Problem to solve: State the number of lines in the listing below that contain the word "Parque", and nothing besides.

Material provided:
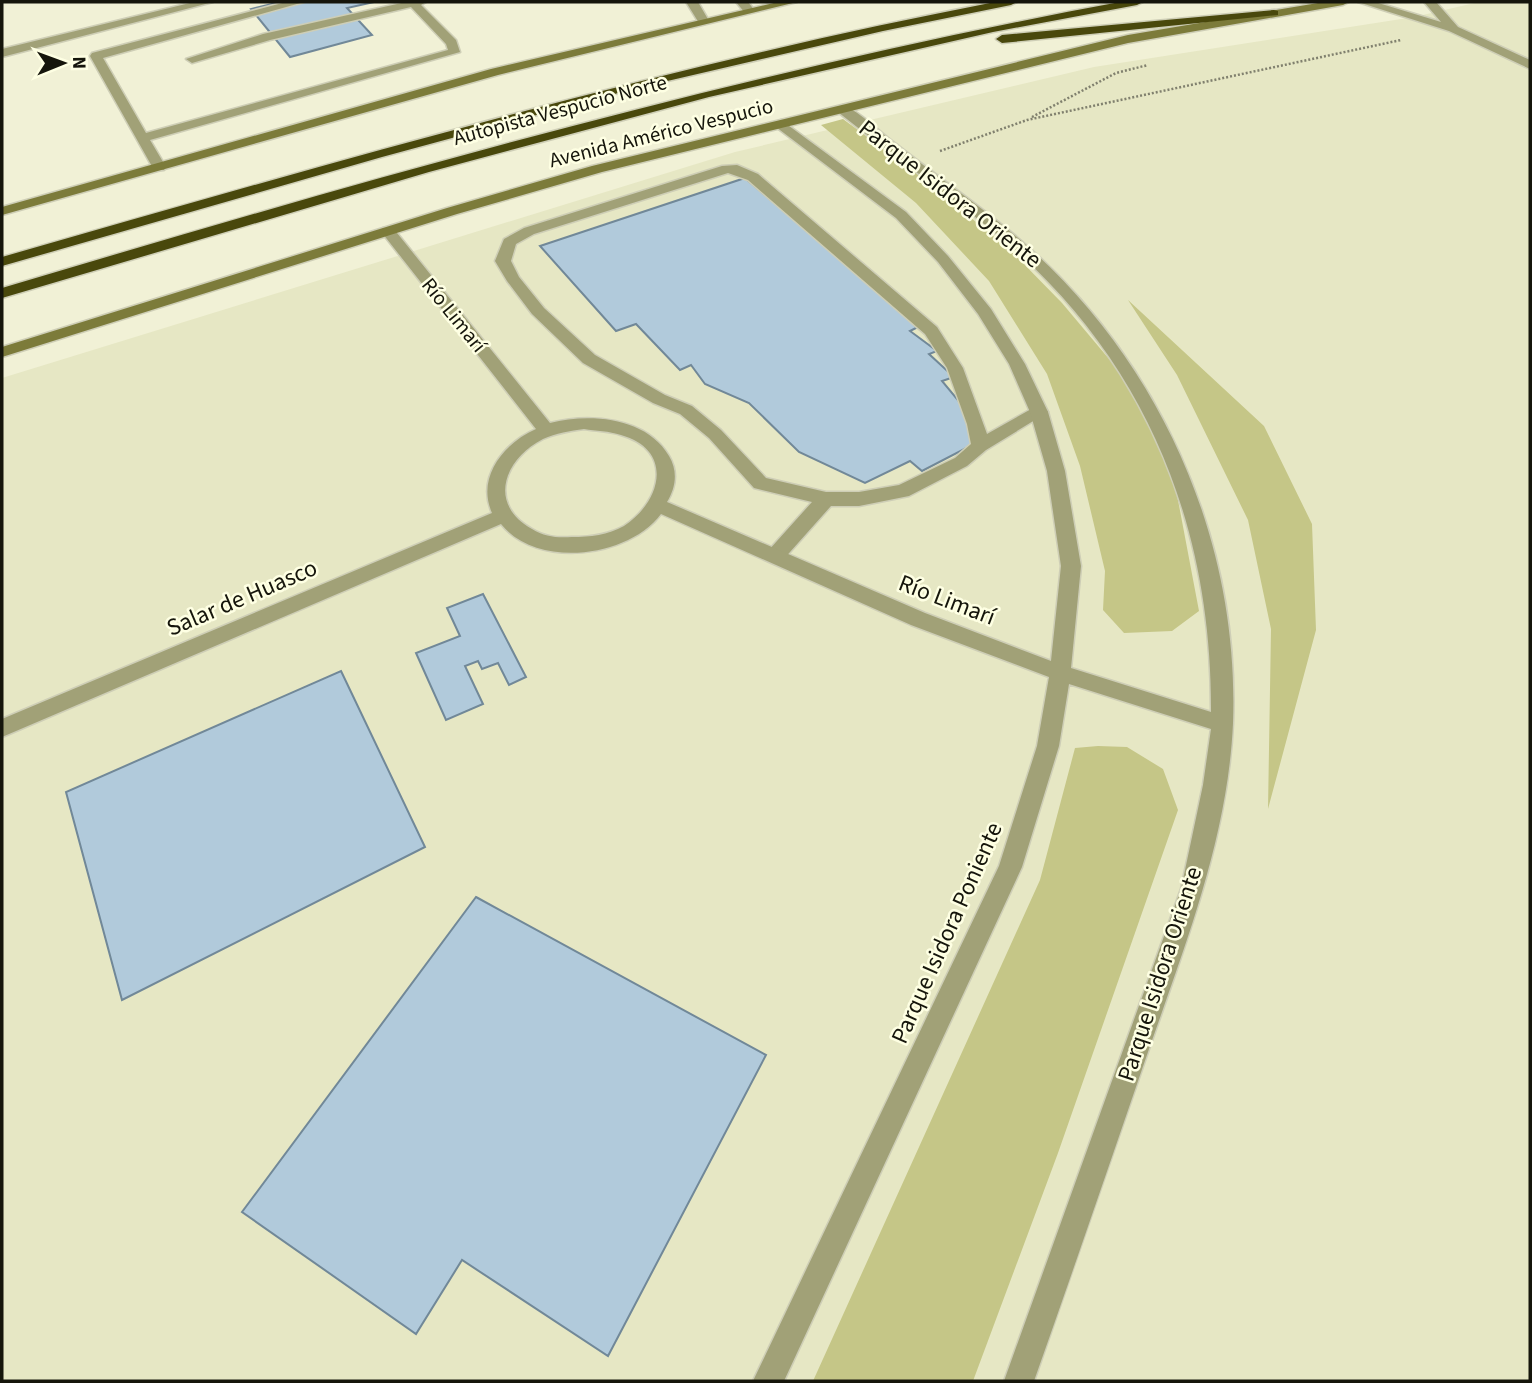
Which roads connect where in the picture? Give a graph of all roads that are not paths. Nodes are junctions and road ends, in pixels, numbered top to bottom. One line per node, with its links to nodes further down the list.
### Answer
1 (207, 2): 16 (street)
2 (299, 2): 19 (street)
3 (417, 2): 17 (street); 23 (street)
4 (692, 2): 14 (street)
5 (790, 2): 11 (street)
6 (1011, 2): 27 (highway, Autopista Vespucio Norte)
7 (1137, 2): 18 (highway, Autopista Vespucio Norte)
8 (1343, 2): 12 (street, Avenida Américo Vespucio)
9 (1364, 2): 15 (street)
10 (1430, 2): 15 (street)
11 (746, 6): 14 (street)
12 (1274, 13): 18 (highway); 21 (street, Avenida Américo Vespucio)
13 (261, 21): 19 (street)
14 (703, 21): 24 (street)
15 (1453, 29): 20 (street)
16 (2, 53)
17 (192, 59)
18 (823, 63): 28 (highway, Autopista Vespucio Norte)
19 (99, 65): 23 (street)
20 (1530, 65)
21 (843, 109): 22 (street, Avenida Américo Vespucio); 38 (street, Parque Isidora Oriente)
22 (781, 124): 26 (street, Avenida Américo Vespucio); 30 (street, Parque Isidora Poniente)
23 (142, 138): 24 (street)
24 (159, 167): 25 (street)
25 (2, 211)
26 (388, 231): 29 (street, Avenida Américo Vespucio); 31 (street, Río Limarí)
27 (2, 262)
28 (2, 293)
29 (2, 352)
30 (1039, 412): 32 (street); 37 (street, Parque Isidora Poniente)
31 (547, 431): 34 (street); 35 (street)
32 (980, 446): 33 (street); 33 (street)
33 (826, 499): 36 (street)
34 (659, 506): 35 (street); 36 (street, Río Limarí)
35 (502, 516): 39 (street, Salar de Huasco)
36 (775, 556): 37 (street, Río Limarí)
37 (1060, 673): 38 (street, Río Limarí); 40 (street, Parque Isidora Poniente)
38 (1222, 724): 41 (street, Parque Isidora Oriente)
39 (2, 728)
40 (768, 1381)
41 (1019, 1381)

Answer space: 5